3. Freeze the dough for future use -- It'll be ok for at least a month. Just wrap it in plastic wrap, put it in a freezer bag, and freeze. When you're ready for it, take dough out, and bring it to room temperature before you try to roll it. That may take a few hours, so plan accordingly. And don't worry if it starts to rise again. When you're ready to put the sauce & toppings on, just punch it down first and then roll it to shape. Yeast dough is a funny thing: the more you handle it, the better it is.
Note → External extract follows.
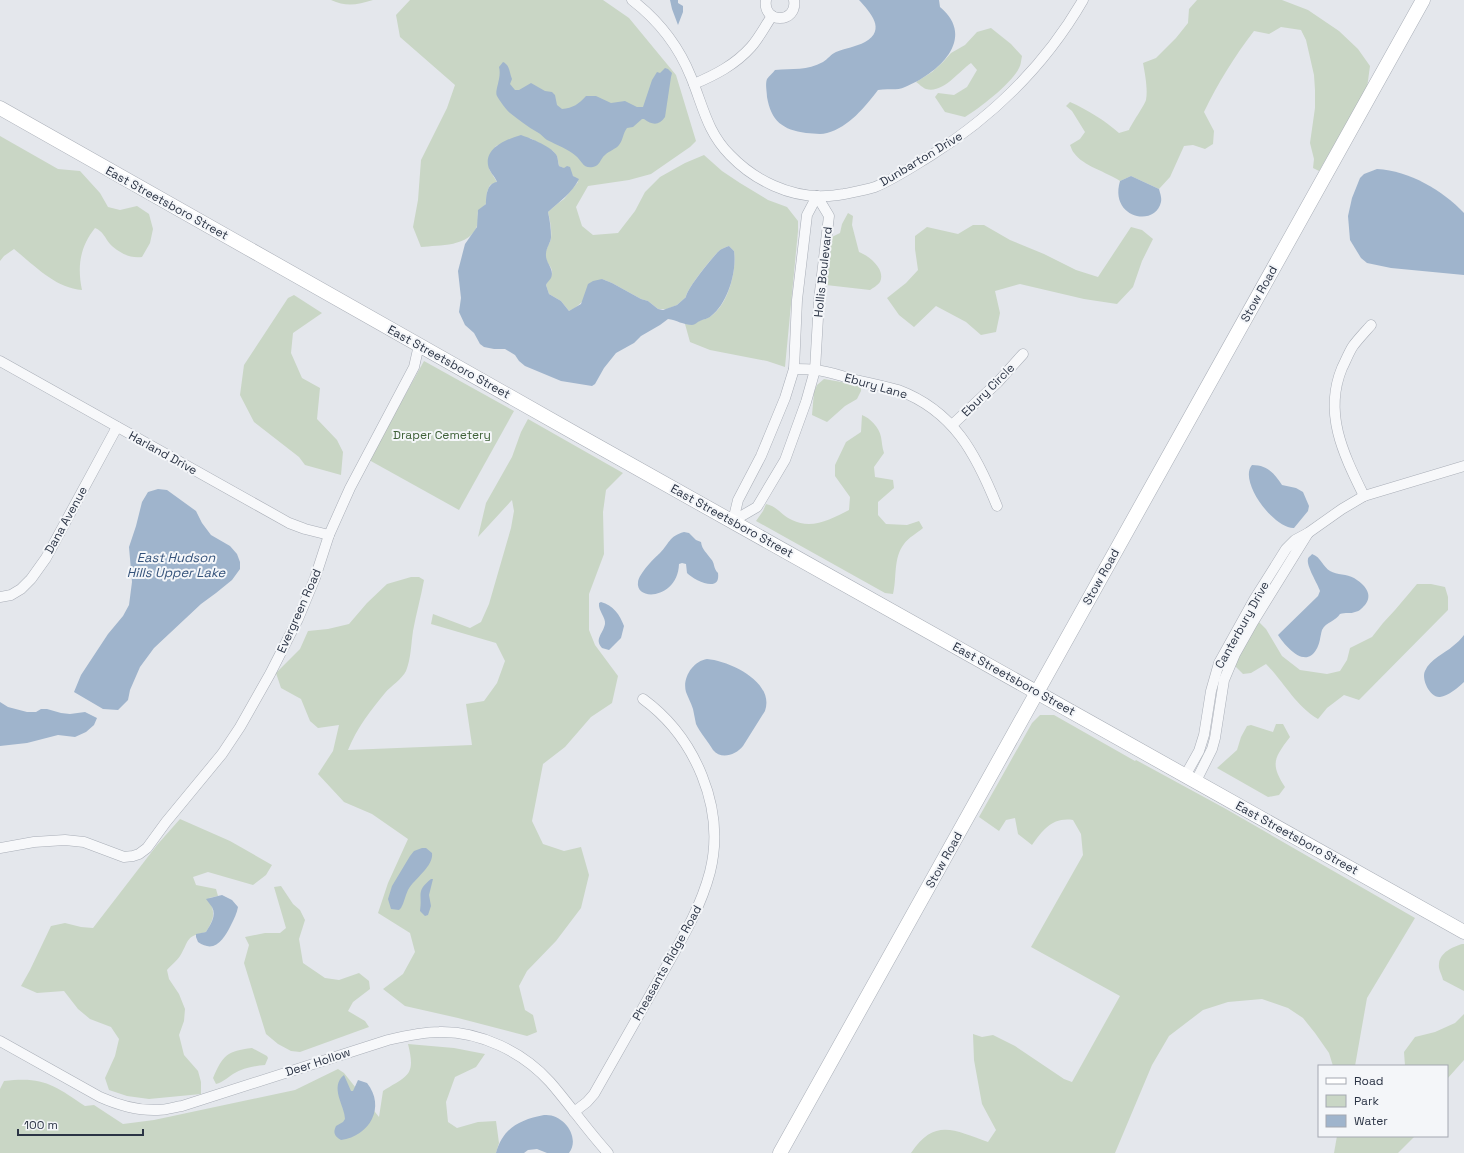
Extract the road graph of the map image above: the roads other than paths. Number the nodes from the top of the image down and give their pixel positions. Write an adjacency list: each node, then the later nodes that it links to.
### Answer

Some more info: A rolling pin is the best way to get the dough rolled thin. Each of the 4 pieces should roll to a 10" - 12" crust. I was able to get four 12" pizzas, but it will depend on how thin you roll the dough. Put your sauce, cheese and toppings on and bake in a preheated oven on a preheated pizza stone. I like to place my pizzas on a circle of parchment paper on the pizza stone. And how hot is hot? I've experimented -- to get a crispy thin crust, first of all, don't overload the pizza with sauce and toppings. Make them thin, too. Preheat the oven to 550F, then turn down to 400F as soon as you put the pie in the oven. The crust should puff up quickly, and the center and the toppings should also cook quickly but not burn. This is the DeLorenzo way.